* STORED DATA

»»

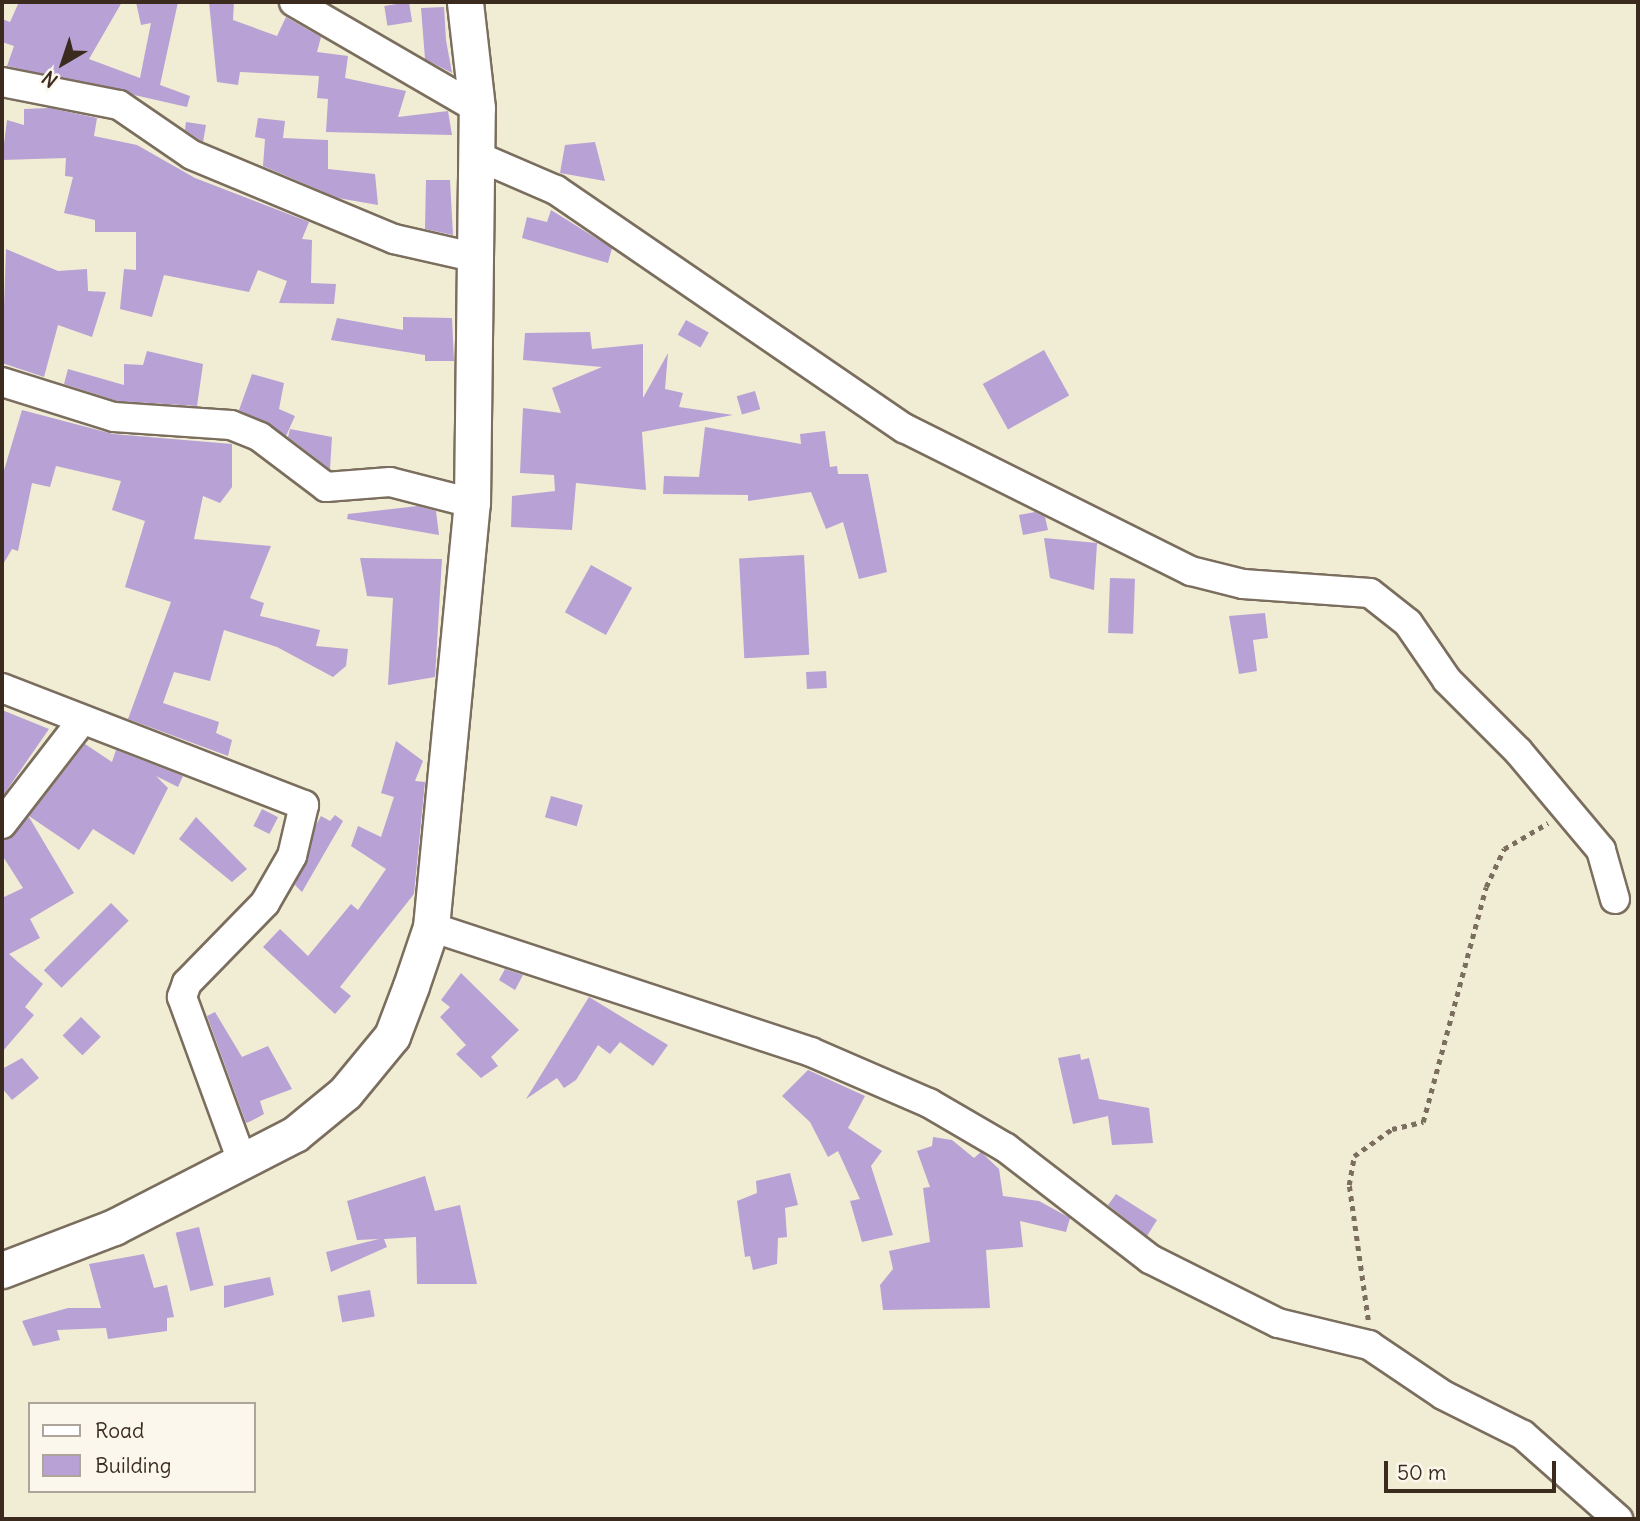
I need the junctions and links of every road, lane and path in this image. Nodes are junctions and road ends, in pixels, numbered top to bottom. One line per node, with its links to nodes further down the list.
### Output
1 (294, 2): 4 (street)
2 (465, 2): 4 (main road)
3 (2, 82): 6 (street)
4 (477, 108): 5 (main road)
5 (477, 156): 6 (main road); 11 (street)
6 (477, 258): 8 (main road)
7 (2, 382): 8 (street)
8 (472, 503): 14 (main road)
9 (2, 688): 10 (street)
10 (79, 723): 12 (street); 15 (street)
11 (1567, 809): 13 (street); 17 (path)
12 (2, 824)
13 (1615, 899)
14 (431, 927): 15 (main road); 17 (street)
15 (241, 1158): 16 (main road)
16 (2, 1270)
17 (1369, 1345): 18 (street)
18 (1618, 1519)

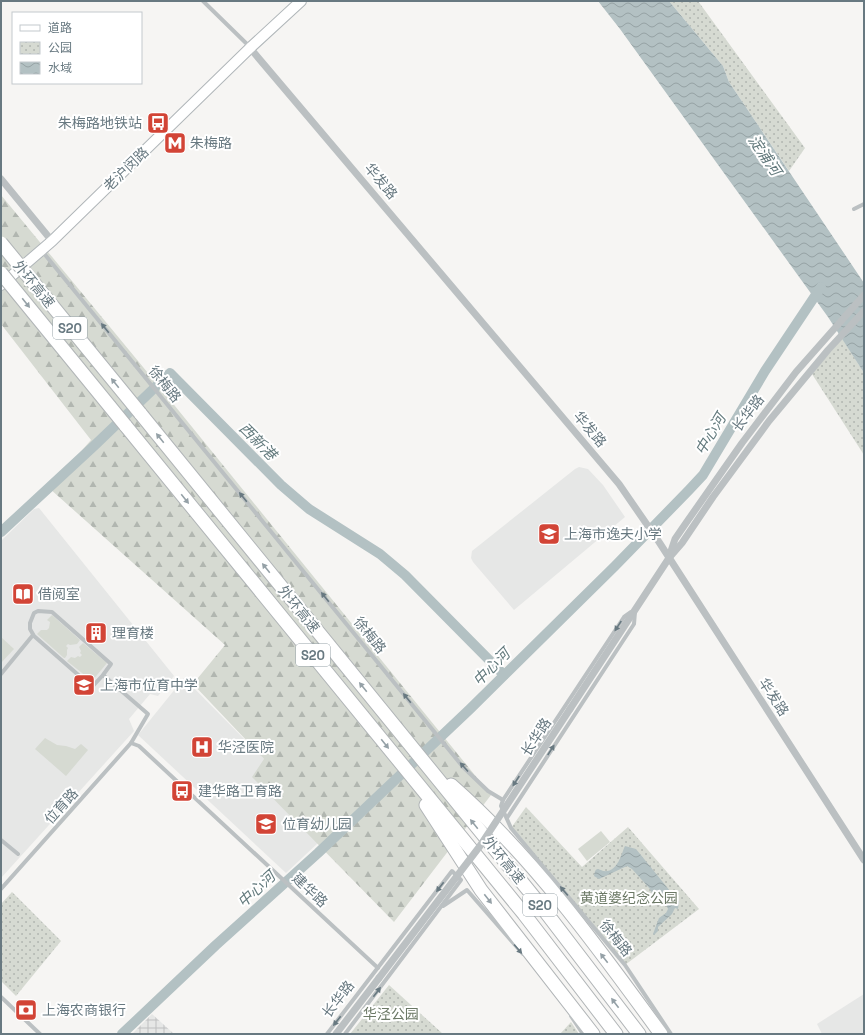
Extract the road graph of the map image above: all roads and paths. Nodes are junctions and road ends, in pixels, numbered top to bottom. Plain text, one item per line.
1 (203, 1) edge
2 (301, 1) edge
3 (250, 48) junction
4 (1, 179) edge
5 (864, 204) edge
6 (854, 209) dead end
7 (52, 241) junction
8 (1, 243) edge
9 (41, 250) junction
10 (1, 273) edge
11 (1, 285) edge
12 (864, 295) edge
13 (864, 305) edge
14 (864, 311) edge
15 (769, 421) junction
16 (669, 558) junction
17 (635, 610) junction
18 (33, 635) junction
19 (1, 674) edge
20 (103, 675) junction
21 (131, 743) junction
22 (438, 780) junction
23 (423, 791) junction
24 (503, 800) junction
25 (507, 818) junction
26 (1, 840) edge
27 (18, 854) dead end
28 (864, 860) edge
29 (1, 889) edge
30 (441, 907) junction
31 (528, 960) dead end
32 (533, 965) dead end
33 (378, 968) junction
34 (1, 997) edge
35 (561, 1002) dead end
36 (570, 1015) dead end
37 (40, 1034) edge
38 (327, 1034) edge
39 (336, 1034) edge
40 (345, 1034) edge
41 (584, 1034) edge
42 (593, 1034) edge
43 (616, 1034) edge
44 (639, 1034) edge
45 (661, 1034) edge
46 (671, 1034) edge

1 - 3 street
2 - 3 main road, 老沪闵路
3 - 7 main road, 老沪闵路
3 - 16 street, 华发路
4 - 7 street
5 - 6 street
7 - 9 main road, 老沪闵路
22 -> 8 highway, 外环高速 / S20, bridge
9 - 11 main road, 老沪闵路
24 -> 9 street, 徐梅路
10 -> 23 highway, 外环高速 / S20, bridge
12 - 16 street, 长华路
13 - 15 street, 长华路
14 - 15 street, 长华路
15 - 16 street, 长华路
16 - 17 street, 长华路
16 - 28 street, 华发路
17 -> 24 street, 长华路
25 -> 17 street, 长华路
17 - 39 street, 长华路, bridge
18 - 19 street
18 - 20 street
18 - 20 street
20 - 21 street, 位育路
21 - 29 street, 位育路
21 - 33 street, 建华路
44 -> 22 highway, 外环高速 / S20
45 -> 22 highway
23 -> 42 highway
23 - 43 highway, 外环高速 / S20
24 - 25 street, 徐梅路
46 -> 25 street, 徐梅路
26 - 27 street
30 -> 31 street
30 -> 33 street, 长华路
40 -> 30 street, 长华路
32 - 35 street
33 -> 38 street, 长华路
34 - 37 street
36 - 41 street

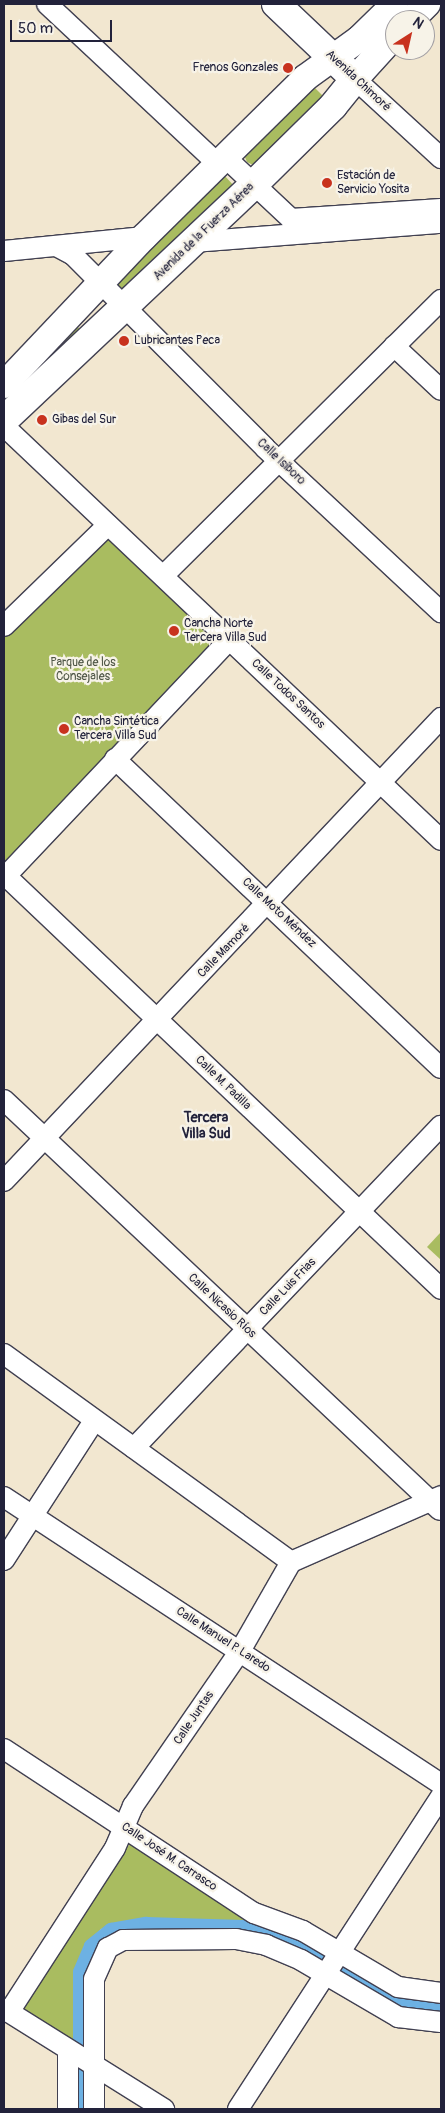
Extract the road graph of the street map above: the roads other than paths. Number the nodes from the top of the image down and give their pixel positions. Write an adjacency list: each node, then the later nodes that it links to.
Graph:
1 (47, 4): 8 (street)
2 (276, 4): 5 (highway, Avenida Chimoré)
3 (395, 4): 5 (main road)
4 (385, 46): 6 (main road, Avenida de la Fuerza Aérea)
5 (332, 58): 6 (highway, Avenida Chimoré); 8 (main road)
6 (354, 79): 7 (street, Avenida Chimoré); 9 (highway, Avenida de la Fuerza Aérea)
7 (441, 158)
8 (221, 160): 9 (street); 12 (main road)
9 (253, 185): 10 (street); 13 (highway, Avenida de la Fuerza Aérea)
10 (441, 209)
11 (441, 223): 13 (street)
12 (144, 237): 14 (street); 16 (main road)
13 (193, 242): 18 (highway, Avenida de la Fuerza Aérea)
14 (58, 247): 15 (street); 16 (street, Calle Isiboro)
15 (4, 251)
16 (100, 285): 18 (street, Calle Isiboro); 20 (main road)
17 (441, 300): 19 (street)
18 (124, 310): 22 (highway, Avenida de la Fuerza Aérea); 24 (street, Calle Isiboro)
19 (394, 346): 21 (street); 24 (street)
20 (4, 386)
21 (441, 390)
22 (4, 420)
23 (4, 426): 25 (street, Calle Todos Santos)
24 (279, 461): 26 (street); 27 (street, Calle Isiboro)
25 (108, 524): 26 (street, Calle Todos Santos); 28 (street)
26 (163, 576): 29 (street, Calle Todos Santos)
27 (441, 612)
28 (4, 626)
29 (230, 639): 31 (street); 32 (street, Calle Todos Santos)
30 (441, 718): 32 (street, Calle Mamoré)
31 (115, 759): 34 (street); 35 (street, Calle Moto Méndez)
32 (380, 782): 33 (street, Calle Todos Santos); 35 (street, Calle Mamoré)
33 (441, 840)
34 (5, 877): 36 (street, Calle M. Padilla)
35 (269, 904): 36 (street, Calle Mamoré); 37 (street, Calle Moto Méndez)
36 (158, 1020): 40 (street, Calle Mamoré); 42 (street, Calle M. Padilla)
37 (441, 1068)
38 (4, 1100): 40 (street, Calle Nicasio Ríos)
39 (441, 1126): 42 (street, Calle Luis Frias)
40 (45, 1138): 41 (street, Calle Mamoré); 44 (street, Calle Nicasio Ríos)
41 (4, 1181)
42 (359, 1212): 43 (street, Calle M. Padilla); 44 (street, Calle Luis Frias)
43 (441, 1289)
44 (247, 1330): 47 (street, Calle Luis Frias); 49 (street, Calle Nicasio Ríos)
45 (4, 1354): 46 (street)
46 (94, 1421): 47 (street); 50 (street)
47 (134, 1448): 52 (street)
48 (4, 1497): 50 (street, Calle Manuel P. Laredo)
49 (438, 1503): 52 (street)
50 (32, 1515): 51 (street); 53 (street, Calle Manuel P. Laredo)
51 (4, 1560)
52 (291, 1562): 53 (street, Calle Juntas)
53 (240, 1651): 55 (street, Calle Manuel P. Laredo); 57 (street, Calle Juntas)
54 (4, 1749): 57 (street, Calle José M. Carrasco)
55 (441, 1784)
56 (441, 1796): 58 (street)
57 (123, 1826): 58 (street, Calle José M. Carrasco); 61 (street, Calle Juntas)
58 (340, 1953): 59 (street); 60 (street, Calle José M. Carrasco)
59 (325, 1977): 62 (street); 64 (street); 68 (street)
60 (441, 1993)
61 (6, 2010): 63 (street)
62 (441, 2022)
63 (68, 2050): 64 (street); 65 (street)
64 (94, 2064): 66 (street); 67 (street)
65 (68, 2109)
66 (94, 2109)
67 (164, 2109)
68 (238, 2109)

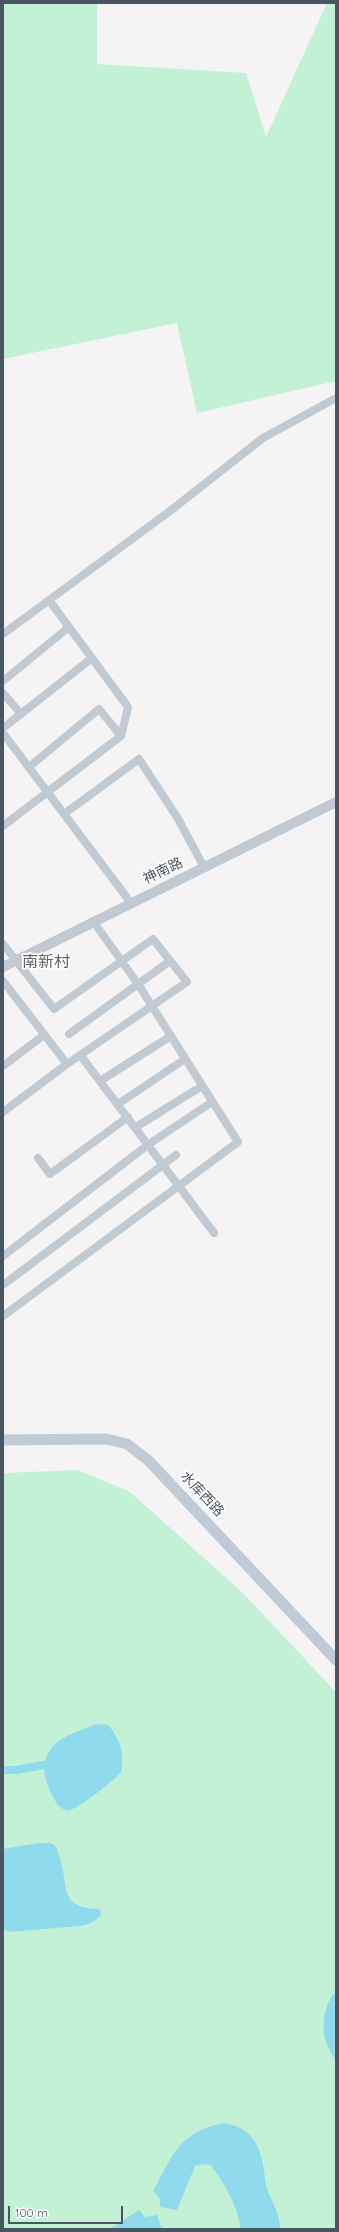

««

* WHAT TO DO
Wherever "paths" turns up in the records, copy the whole line.

* EXERCISE OUTPUT
Extract the road graph of the map image above: all roads and paths. Nodes are junctions and road ends, in pixels, numbered top to bottom. Plain text, one item per line.
Extract the road graph of the street map above: the roads other than paths. Number the nodes from the top of the image down and give their pixel positions. Write an adjacency list: each node, then the later nodes that it links to.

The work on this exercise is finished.